Plusieurs dizaines de milliers de personnes, dont de nombreux
cheminots, ont défilé jeudi partout en France sous le soleil pour
appeler à une "convergence des luttes" face à Emmanuel Macron. A
Paris, le cortège a été émaillé de dégradations et de heurts entre
forces de police et manifestants.
Plus de 130 mobilisations étaient organisées dans toute la France à
l'appel de la CGT et de Solidaires.
La manifestation parisienne a rassemblé 15.300 personnes, selon un
comptage réalisé par le cabinet Occurrence pour un collectif de
médias, dont l'AFP, 11.500 selon la préfecture de police, et 50.000
selon la CGT.
A Marseille, Occurrence a dénombré 5.700 personnes. La police
comptabilisait aussi 4.400 manifestants à Lyon, 4.500 à Rennes,
3.500 à Lille, 2.400 à Toulouse autour de 2.000 à Bordeaux et
Strasbourg et un millier ou plus à Perpignan, Montpellier, Nice ou
Saint-Etienne.
"Macron, président des riches", "Macron l'arrogant", "Macron le
valet des patrons": sur les banderoles, les autocollants, les
pancartes, des tags, hué par la foule à Montpellier, ou hurlé dans
les porte-voix et micros par les représentants syndicaux, le nom du
président était partout ciblé.
"Eh Manu, descend !", "Macron fait son bachar à la ZAD", pouvait-on
lire sur des tags à Paris.
- Heurts à Paris -
Dans la capitale, les manifestants ont défilé entre Montparnasse et
place d'Italie derrière une banderole affirmant: "Public + privé +
étudiants, ensemble, stoppons les régressions sociales". Dans le
carré de tête, le secrétaire général de la CGT Philippe Martinez a
demandé au gouvernement qu'"il arrête de nous prendre pour des
imbéciles et nous explique ce qu'il veut".

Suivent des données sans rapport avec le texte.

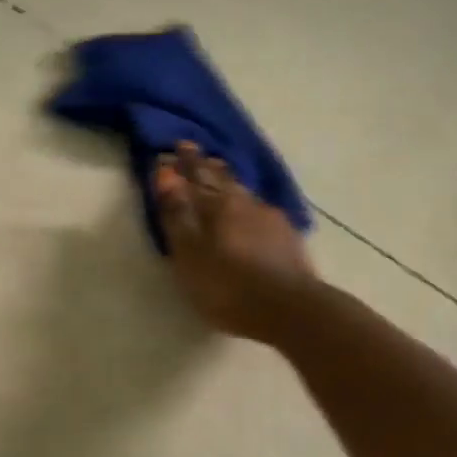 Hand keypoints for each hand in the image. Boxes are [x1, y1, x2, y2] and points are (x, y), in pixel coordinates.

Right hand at [153, 142, 317, 343]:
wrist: (290, 309)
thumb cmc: (228, 286)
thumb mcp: (189, 253)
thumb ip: (177, 214)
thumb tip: (166, 173)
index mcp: (217, 205)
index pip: (196, 176)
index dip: (184, 163)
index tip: (175, 147)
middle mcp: (244, 203)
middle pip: (222, 179)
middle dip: (206, 166)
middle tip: (197, 153)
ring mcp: (270, 219)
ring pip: (244, 192)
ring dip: (229, 182)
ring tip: (221, 175)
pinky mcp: (288, 237)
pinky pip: (261, 210)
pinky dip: (249, 205)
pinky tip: (252, 211) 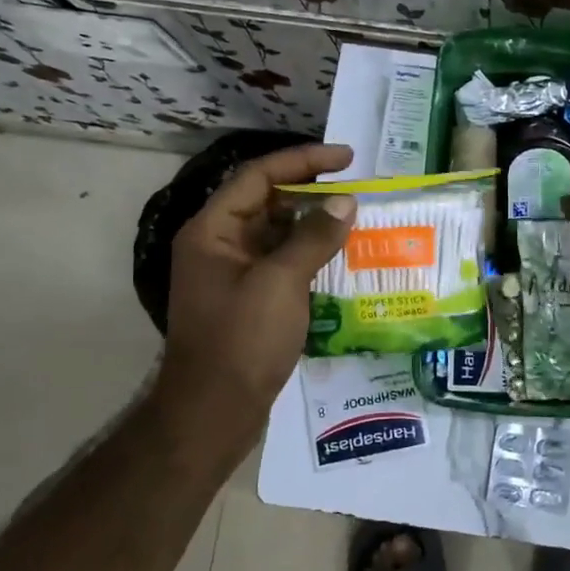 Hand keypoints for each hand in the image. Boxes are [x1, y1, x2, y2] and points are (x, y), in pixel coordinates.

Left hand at [151, 143, 355, 445]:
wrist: (214, 412)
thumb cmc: (241, 340)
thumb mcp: (281, 283)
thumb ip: (313, 237)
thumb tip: (345, 202)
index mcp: (213, 231)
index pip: (258, 176)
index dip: (303, 160)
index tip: (347, 158)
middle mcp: (219, 245)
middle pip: (267, 202)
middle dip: (311, 192)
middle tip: (356, 188)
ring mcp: (233, 274)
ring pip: (277, 234)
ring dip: (314, 225)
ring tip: (356, 219)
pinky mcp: (249, 300)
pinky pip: (282, 263)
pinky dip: (311, 255)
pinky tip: (342, 259) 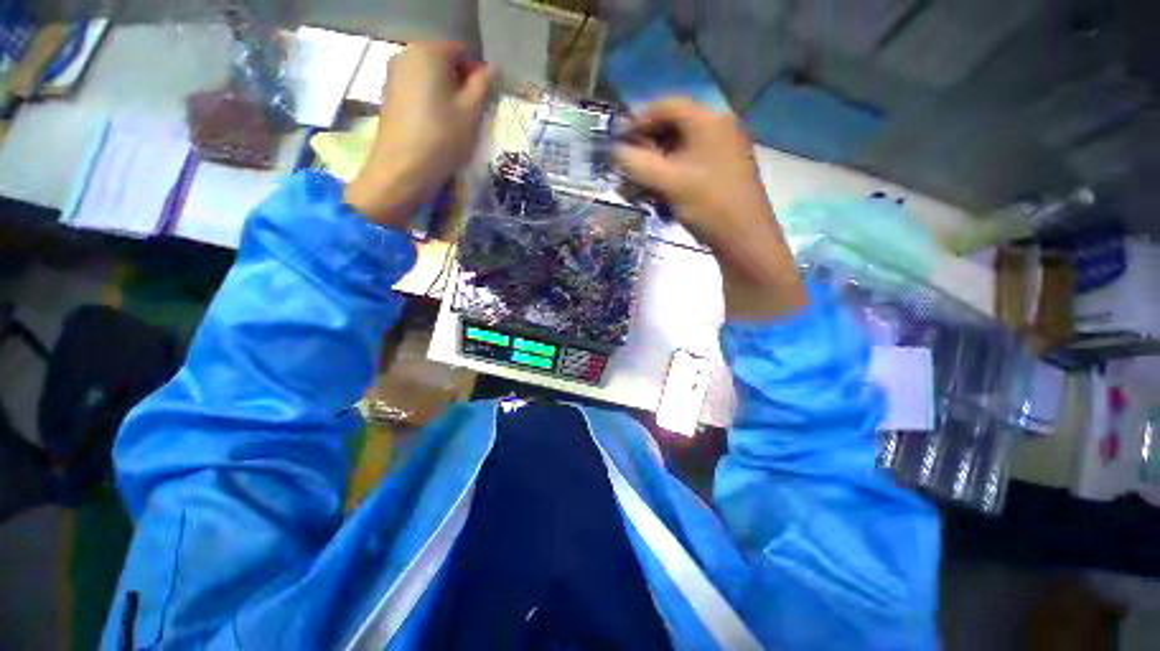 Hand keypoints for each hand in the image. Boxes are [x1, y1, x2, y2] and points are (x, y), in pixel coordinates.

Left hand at [344, 42, 492, 226]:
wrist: (403, 169)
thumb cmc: (443, 138)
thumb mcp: (472, 111)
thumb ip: (484, 84)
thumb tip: (492, 68)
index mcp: (429, 51)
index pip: (462, 51)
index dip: (477, 74)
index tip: (483, 102)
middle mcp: (406, 54)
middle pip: (443, 61)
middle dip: (460, 83)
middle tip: (470, 114)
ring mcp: (393, 75)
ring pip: (429, 77)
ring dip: (446, 94)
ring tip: (454, 123)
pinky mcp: (388, 96)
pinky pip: (416, 90)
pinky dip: (430, 102)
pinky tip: (435, 126)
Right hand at [613, 99, 806, 319]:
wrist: (745, 239)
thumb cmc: (708, 205)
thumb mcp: (668, 182)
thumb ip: (636, 163)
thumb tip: (613, 151)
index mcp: (708, 120)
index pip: (666, 106)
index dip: (637, 122)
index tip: (618, 143)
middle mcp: (718, 127)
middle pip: (673, 127)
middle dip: (646, 148)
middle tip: (628, 168)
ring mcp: (723, 150)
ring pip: (680, 149)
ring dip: (656, 164)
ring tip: (641, 186)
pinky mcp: (723, 170)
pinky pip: (690, 163)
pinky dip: (671, 174)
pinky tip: (661, 193) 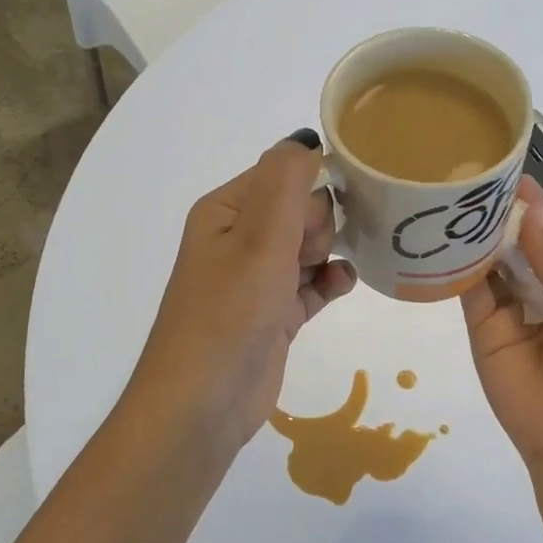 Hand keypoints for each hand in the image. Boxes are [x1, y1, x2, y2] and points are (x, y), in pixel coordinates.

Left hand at [129, 133, 355, 453]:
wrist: (203, 403)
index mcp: (226, 210)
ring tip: (324, 274)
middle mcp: (239, 239)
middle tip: (306, 254)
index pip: (283, 174)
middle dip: (319, 224)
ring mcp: (256, 279)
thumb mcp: (259, 235)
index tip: (331, 211)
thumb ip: (287, 179)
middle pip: (300, 209)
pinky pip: (312, 283)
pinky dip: (329, 282)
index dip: (312, 188)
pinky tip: (339, 288)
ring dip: (328, 252)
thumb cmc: (230, 311)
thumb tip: (307, 138)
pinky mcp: (274, 314)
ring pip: (309, 246)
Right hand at [461, 178, 542, 473]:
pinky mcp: (479, 326)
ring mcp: (507, 307)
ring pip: (489, 261)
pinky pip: (467, 289)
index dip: (533, 204)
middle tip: (465, 178)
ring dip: (475, 235)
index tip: (506, 171)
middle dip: (498, 214)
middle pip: (516, 242)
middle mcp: (539, 288)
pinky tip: (440, 238)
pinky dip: (455, 265)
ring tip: (448, 199)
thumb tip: (530, 210) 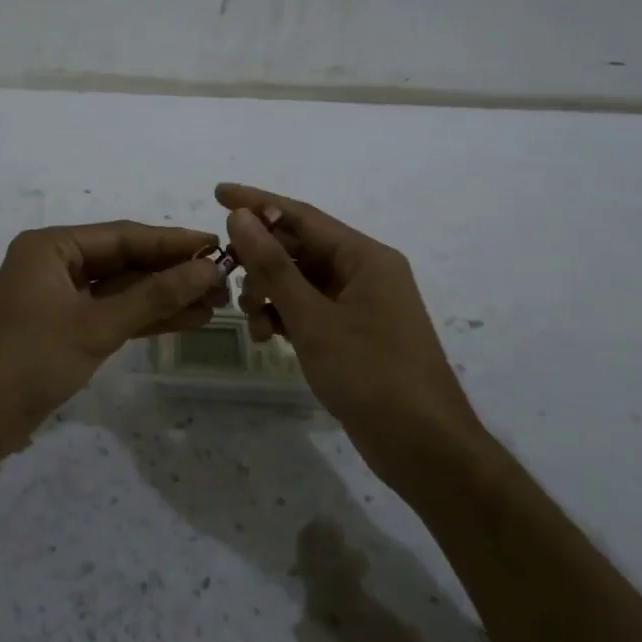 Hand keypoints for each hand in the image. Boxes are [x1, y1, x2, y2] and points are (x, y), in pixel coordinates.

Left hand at [0, 221, 223, 462]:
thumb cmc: (29, 360)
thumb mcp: (96, 326)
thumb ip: (153, 296)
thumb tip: (207, 269)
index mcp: (52, 247)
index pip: (124, 236)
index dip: (173, 242)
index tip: (217, 245)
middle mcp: (56, 264)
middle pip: (125, 260)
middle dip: (172, 272)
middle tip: (224, 280)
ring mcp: (59, 297)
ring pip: (122, 290)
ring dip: (164, 296)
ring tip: (216, 303)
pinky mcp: (64, 328)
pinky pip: (111, 313)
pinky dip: (144, 318)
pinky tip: (185, 320)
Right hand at [216, 184, 482, 475]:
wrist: (423, 447)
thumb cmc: (370, 373)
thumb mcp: (312, 318)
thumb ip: (273, 266)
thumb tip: (240, 216)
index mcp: (365, 257)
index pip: (302, 216)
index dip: (257, 203)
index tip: (217, 193)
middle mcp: (365, 272)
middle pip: (300, 248)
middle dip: (261, 260)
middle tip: (226, 274)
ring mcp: (361, 305)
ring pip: (302, 282)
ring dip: (270, 293)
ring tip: (252, 318)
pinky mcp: (355, 334)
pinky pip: (311, 310)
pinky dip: (286, 317)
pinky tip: (268, 336)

Des heurts ont éclaté vers 16H00 entre des manifestants et la
police. Les forces de l'ordre ont essuyé des jets de projectiles et
ont répliqué avec des gaz lacrymogènes. La façade d'un hôtel a été
endommagée par des personnes cagoulées, ainsi que de nombreuses
vitrines, notamment celles d'agences bancaires ou de compagnies
d'assurances, et du mobilier urbain.
La secrétaire générale de l'URIF-CGT, Valérie Lesage, a affirmé que
des CRS avaient "forcé le cortège" de la CGT, dénonçant des
"provocations inqualifiables et scandaleuses" de la préfecture. Le
carré de tête syndical est finalement arrivé à place d'Italie un
peu avant 18H00.
Grèves et manifestations s'accompagnaient aussi de perturbations,
notamment à la SNCF, où le taux de grévistes était plus important
jeudi (22,7%) que la veille, avec 66,4% de conducteurs à
l'arrêt.
"On est dans un bouillonnement social", a constaté Mireille
Stivala, secrétaire générale de la CGT Santé. La convergence des
luttes, "ça braque les projecteurs sur des sujets communs", a
complété Laurent Brun, secrétaire général de la CGT Cheminots.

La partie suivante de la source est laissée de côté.